WHAT TO PRODUCE: Images should be left out, and everything else in the listing reproduced exactly.
━━━━━ MATERIAL SHOWN ━━━━━
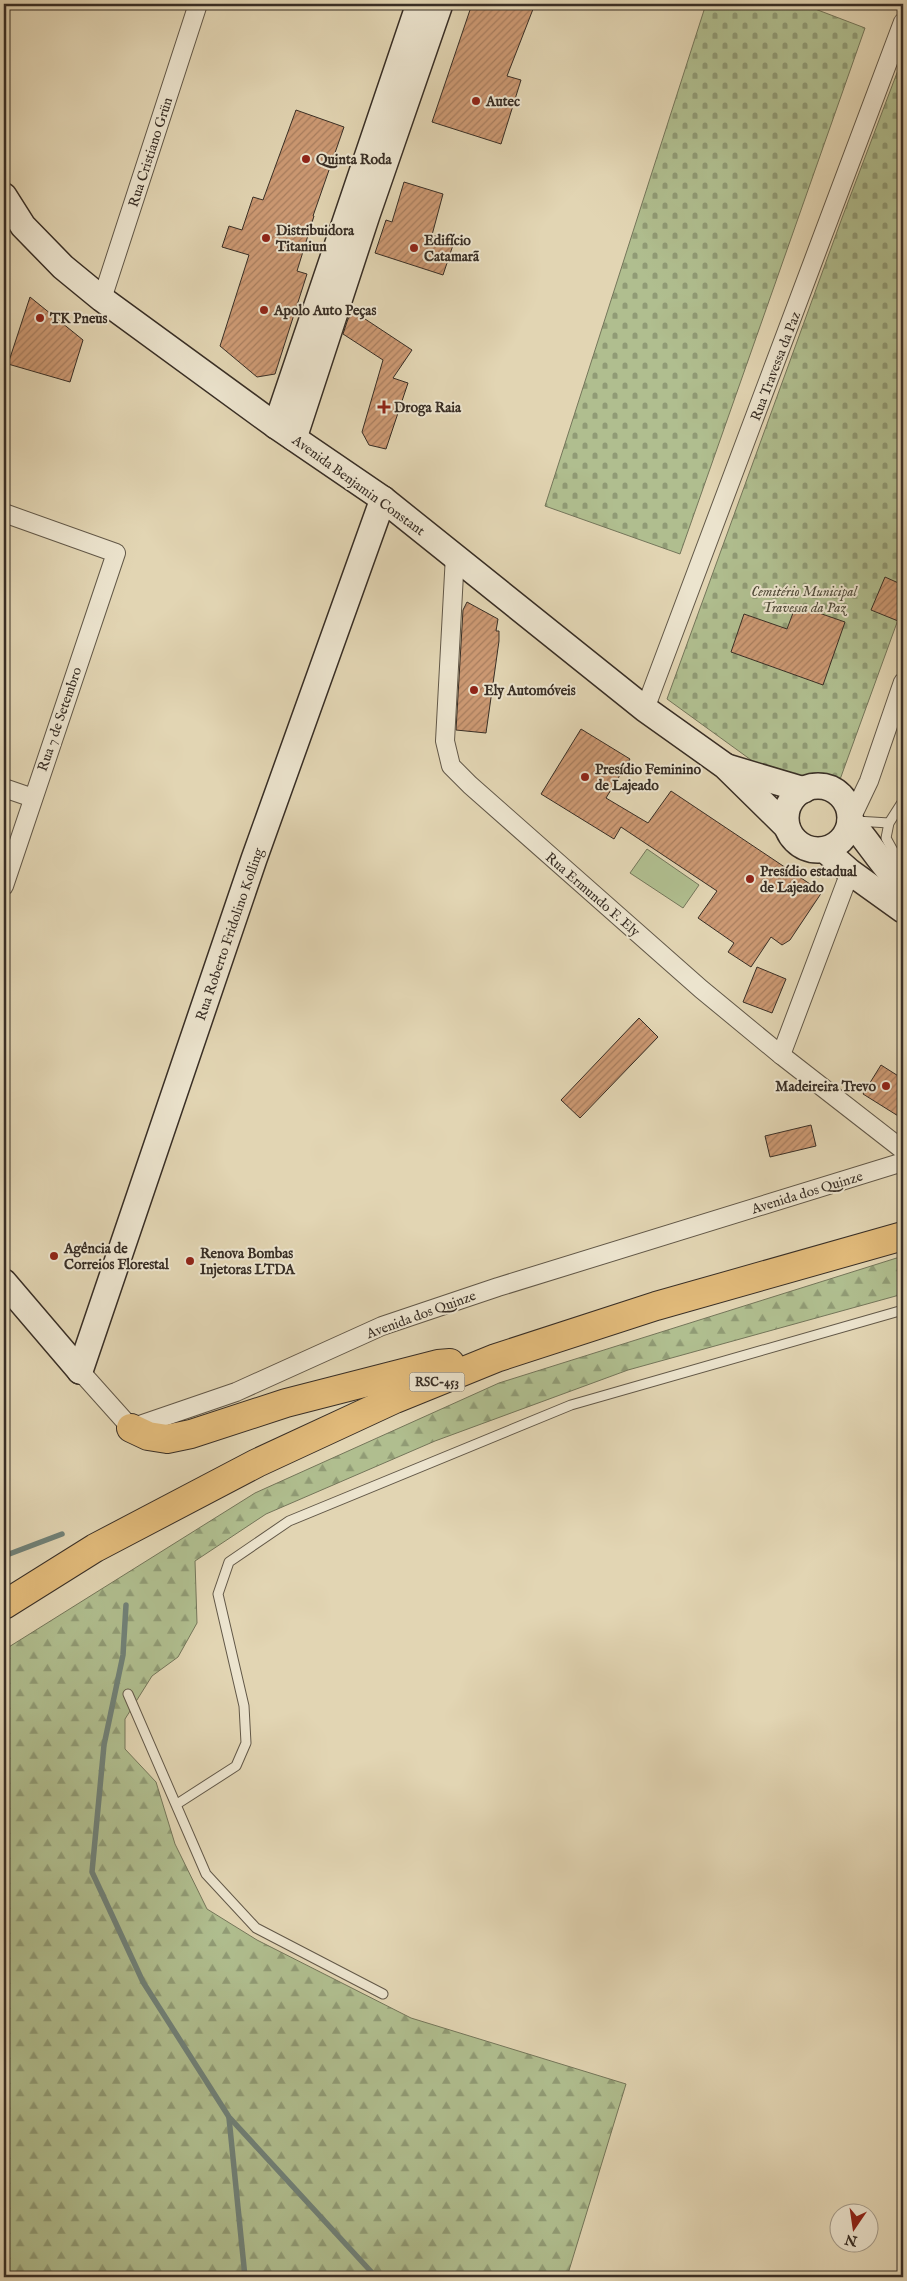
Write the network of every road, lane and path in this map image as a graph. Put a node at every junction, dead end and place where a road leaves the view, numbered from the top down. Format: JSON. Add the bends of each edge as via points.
{"nodes":[{"id":1,"x":198,"y":4,"type":"edge"},
{"id":2,"x":419,"y":4,"type":"edge"},
{"id":3,"x":440,"y":4,"type":"edge"},
{"id":4,"x":903,"y":22,"type":"edge"},
{"id":5,"x":404,"y":78,"type":"junction"},
{"id":6,"x":4,"y":197,"type":"edge"},
{"id":7,"x":102,"y":300,"type":"junction"},
{"id":8,"x":285,"y":432,"type":"junction"},
{"id":9,"x":383,"y":499,"type":"junction"},
{"id":10,"x":4,"y":513,"type":"edge"},
{"id":11,"x":455,"y":555,"type":"junction"},
{"id":12,"x":903,"y":682,"type":"edge"},
{"id":13,"x":645,"y":709,"type":"junction"},
{"id":14,"x":725,"y":766,"type":"junction"},
{"id":15,"x":4,"y":788,"type":"edge"},
{"id":16,"x":804,"y":790,"type":"junction"},
{"id":17,"x":33,"y":798,"type":"junction"},
{"id":18,"x":903,"y":801,"type":"edge"},
{"id":19,"x":850,"y":821,"type":"junction"},
{"id":20,"x":889,"y":822,"type":"junction"},
{"id":21,"x":787,"y":826,"type":"junction"},
{"id":22,"x":871,"y":845,"type":"junction"},
{"id":23,"x":825,"y":850,"type":"junction"},
{"id":24,"x":900,"y":860,"type":"edge"},
{"id":25,"x":850,"y":872,"type":"junction"},
{"id":26,"x":4,"y":886,"type":"edge"},
{"id":27,"x":903,"y":886,"type":"edge"},
{"id":28,"x":903,"y":910,"type":"edge"},
{"id":29,"x":780,"y":1054,"type":"junction"},
{"id":30,"x":903,"y":1150,"type":"edge"},
{"id":31,"x":903,"y":1162,"type":"edge"},
{"id":32,"x":903,"y":1236,"type":"edge"},
{"id":33,"x":4,"y":1282,"type":"edge"},
{"id":34,"x":903,"y":1310,"type":"edge"},
{"id":35,"x":496,"y":1358,"type":"junction"},
{"id":36,"x":80,"y":1371,"type":"junction"},
{"id":37,"x":130,"y":1428,"type":"junction"},
{"id":38,"x":4,"y":1605,"type":"edge"},
{"id":39,"x":128,"y":1694,"type":"dead end"},
{"id":40,"x":177,"y":1804,"type":"junction"},
{"id":41,"x":383,"y":1994,"type":"dead end"}],
"edges":[{"from":1,"to":7,"type":"street","name":"Rua Cristiano Grün"},
{"from":2,"to":5,"type":"main road"},
{"from":3,"to":5,"type":"main road"},
{"from":4,"to":13,"type":"street","name":"Rua Travessa da Paz"},
{"from":5,"to":8,"type":"main road"},
{"from":6,"to":7,"type":"main road","name":"Avenida Benjamin Constant","via":[[23,226],[62,267]]},
{"from":7,"to":8,"type":"main road","name":"Avenida Benjamin Constant"},
{"from":8,"to":9,"type":"main road","name":"Avenida Benjamin Constant"},
{"from":9,"to":11,"type":"main road","name":"Avenida Benjamin Constant"},
{"from":9,"to":36,"type":"main road","name":"Rua Roberto Fridolino Kolling","via":[[254,859]]},
{"from":10,"to":17,"type":"street","name":"Rua 7 de Setembro","via":[[116,552]]},
{"from":11,"to":13,"type":"main road","name":"Avenida Benjamin Constant"},
{"from":11,"to":29,"type":"street","name":"Rua Ermundo F. Ely","via":[[445,741],[452,766],[678,969]]},
{"from":12,"to":19,"type":"street","via":[[870,781]]},
{"from":13,"to":14,"type":"main road","name":"Avenida Benjamin Constant"},
{"from":14,"to":16,"type":"main road","name":"Avenida Benjamin Constant"},
{"from":14,"to":21,"type":"main road","name":"Avenida Benjamin Constant"},
{"from":15,"to":17,"type":"street"},
{"from":16,"to":19,"type":"main road","via":[[817,786],[830,788],[841,796],[848,808]]},
{"from":16,"to":21,"type":"main road","via":[[787,809]]},
{"from":17,"to":26,"type":"street","name":"Rua 7 de Setembro"},
{"from":18,"to":20,"type":"lane"},
{"from":19,"to":20,"type":"lane"},
{"from":19,"to":22,"type":"main road"},
{"from":19,"to":23,"type":"main road","via":[[840,842]]},
{"from":20,"to":24,"type":"lane","via":[[886,838]]},
{"from":21,"to":23,"type":"main road","via":[[801,846]]},
{"from":22,"to":24,"type":"main road"},
{"from":22,"to":27,"type":"main road"},
{"from":23,"to":25,"type":"main road"},
{"from":25,"to":28,"type":"main road"},
{"from":25,"to":29,"type":"street"},
{"from":29,"to":30,"type":"street","name":"Rua Ermundo F. Ely"},
{"from":31,"to":37,"type":"street","name":"Avenida dos Quinze","via":[[382,1326],[236,1392]]},
{"from":32,"to":35,"type":"highway","number":"RSC-453","via":[[656,1306]]},
{"from":33,"to":36,"type":"main road"},
{"from":34,"to":40,"type":"lane","via":[[571,1406],[290,1521],[229,1562],[218,1594],[244,1706],[246,1742],[236,1766]]},
{"from":35,"to":37,"type":"highway","via":[[438,1364],[286,1403],[166,1440]]},
{"from":35,"to":38,"type":"highway","number":"RSC-453","via":[[395,1399],[257,1463],[95,1548]]},
{"from":36,"to":37,"type":"street"},
{"from":39,"to":40,"type":"lane"},
{"from":40,"to":41,"type":"lane","via":[[206,1874],[256,1928]]}]}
━━━━━
FINAL ANSWER:
Write the network of every road, lane and path in this map image as a graph. Put a node at every junction, dead end and place where a road leaves the view, numbered from the top down. Format: JSON. Add the bends of each edge as via points.
{"nodes":[{"id":1,"x":198,"y":4,"type":"edge"},
{"id":2,"x":419,"y":4,"type":"edge"},
{"id":3,"x":440,"y":4,"type":"edge"},
{"id":4,"x":903,"y":22,"type":"edge"},
{"id":5,"x":404,"y":78,"type":"junction"},
{"id":6,"x":4,"y":197,"type":"edge"},
{"id":7,"x":102,"y":300,"type":"junction"},
{"id":8,"x":285,"y":432,"type":"junction"},
{"id":9,"x":383,"y":499,"type":"junction"},
{"id":10,"x":4,"y":513,"type":"edge"},
{"id":11,"x":455,"y":555,"type":"junction"},
{"id":12,"x":903,"y":682,"type":"edge"},
{"id":13,"x":645,"y":709,"type":"junction"},
{"id":14,"x":725,"y":766,"type":"junction"},
{"id":15,"x":4,"y":788,"type":"edge"},
{"id":16,"x":804,"y":790,"type":"junction"},
{"id":17,"x":33,"y":798,"type":"junction"},
{"id":18,"x":903,"y":801,"type":"edge"},
{"id":19,"x":850,"y":821,"type":"junction"},
{"id":20,"x":889,"y":822,"type":"junction"},
{"id":21,"x":787,"y":826,"type":"junction"},
{"id":22,"x":871,"y":845,"type":"junction"},
{"id":23,"x":825,"y":850,"type":"junction"},
{"id":24,"x":900,"y":860,"type":"edge"},
{"id":25,"x":850,"y":872,"type":"junction"},
{"id":26,"x":4,"y":886,"type":"edge"},
{"id":27,"x":903,"y":886,"type":"edge"},
{"id":28,"x":903,"y":910,"type":"edge"},
{"id":29,"x":780,"y":1054,"type":"junction"},
{"id":30,"x":903,"y":1150,"type":"edge"},
{"id":31,"x":903,"y":1162,"type":"edge"},
{"id":32,"x":903,"y":1236,"type":"edge"},
{"id":33,"x":4,"y":1282,"type":"edge"},
{"id":34,"x":903,"y":1310,"type":"edge"},
{"id":35,"x":496,"y":1358,"type":"junction"},
{"id":36,"x":80,"y":1371,"type":"junction"},
{"id":37,"x":130,"y":1428,"type":"junction"},
{"id":38,"x":4,"y":1605,"type":"edge"},
{"id":39,"x":128,"y":1694,"type":"dead end"},
{"id":40,"x":177,"y":1804,"type":"junction"},
{"id":41,"x":383,"y":1994,"type":"dead end"}],
"edges":[{"from":1,"to":7,"type":"street","name":"Rua Cristiano Grün"},
{"from":2,"to":5,"type":"main road"},
{"from":3,"to":5,"type":"main road"},
{"from":4,"to":13,"type":"street","name":"Rua Travessa da Paz"},
{"from":5,"to":8,"type":"main road"},
{"from":6,"to":7,"type":"main road","name":"Avenida Benjamin Constant","via":[[23,226],[62,267]]},
{"from":7,"to":8,"type":"main road","name":"Avenida Benjamin Constant"},
{"from":8,"to":9,"type":"main road","name":"Avenida Benjamin Constant"},
{"from":9,"to":11,"type":"main road","name":"Avenida Benjamin Constant"},
{"from":9,"to":36,"type":"main road","name":"Rua Roberto Fridolino Kolling","via":[[254,859]]},
{"from":10,"to":17,"type":"street","name":"Rua 7 de Setembro","via":[[116,552]]},
{"from":11,"to":13,"type":"main road","name":"Avenida Benjamin Constant"},
{"from":11,"to":29,"type":"street","name":"Rua Ermundo F. Ely","via":[[445,741],[452,766],[678,969]]},
{"from":12,"to":19,"type":"street","via":[[870,781]]},
{"from":13,"to":14,"type":"main road","name":"Avenida Benjamin Constant"},
{"from":14,"to":16,"type":"main road","name":"Avenida Benjamin Constant"},
{"from":14,"to":21,"type":"main road","name":"Avenida Benjamin Constant"},
{"from":15,"to":17,"type":"street"},
{"from":16,"to":19,"type":"main road","via":[[817,786],[830,788],[841,796],[848,808]]},
{"from":16,"to":21,"type":"main road","via":[[787,809]]},
{"from":17,"to":26,"type":"street","name":"Rua 7 de Setembro"},
{"from":18,"to":20,"type":"lane"},
{"from":19,"to":20,"type":"lane"},
{"from":19,"to":22,"type":"main road"},
{"from":19,"to":23,"type":"main road","via":[[840,842]]},
{"from":20,"to":24,"type":"lane","via":[[886,838]]},
{"from":21,"to":23,"type":"main road","via":[[801,846]]},
{"from":22,"to":24,"type":"main road"},
{"from":22,"to":27,"type":"main road"},
{"from":23,"to":25,"type":"main road"},
{"from":25,"to":28,"type":"main road"},
{"from":25,"to":29,"type":"street"},
{"from":29,"to":30,"type":"street","name":"Rua Ermundo F. Ely"},
{"from":31,"to":37,"type":"street","name":"Avenida dos Quinze","via":[[382,1326],[236,1392]]},
{"from":32,"to":35,"type":"highway","number":"RSC-453","via":[[656,1306]]},
{"from":33,"to":36,"type":"main road"},
{"from":34,"to":40,"type":"lane","via":[[571,1406],[290,1521],[229,1562],[218,1594],[244,1706],[246,1742],[236,1766]]},
{"from":35,"to":37,"type":"highway","via":[[438,1364],[286,1403],[166,1440]]},
{"from":35,"to":38,"type":"highway","number":"RSC-453","via":[[395,1399],[257,1463],[95,1548]]},
{"from":36,"to":37,"type":"street"},
{"from":39,"to":40,"type":"lane"},
{"from":40,"to":41,"type":"lane","via":[[206,1874],[256,1928]]}]}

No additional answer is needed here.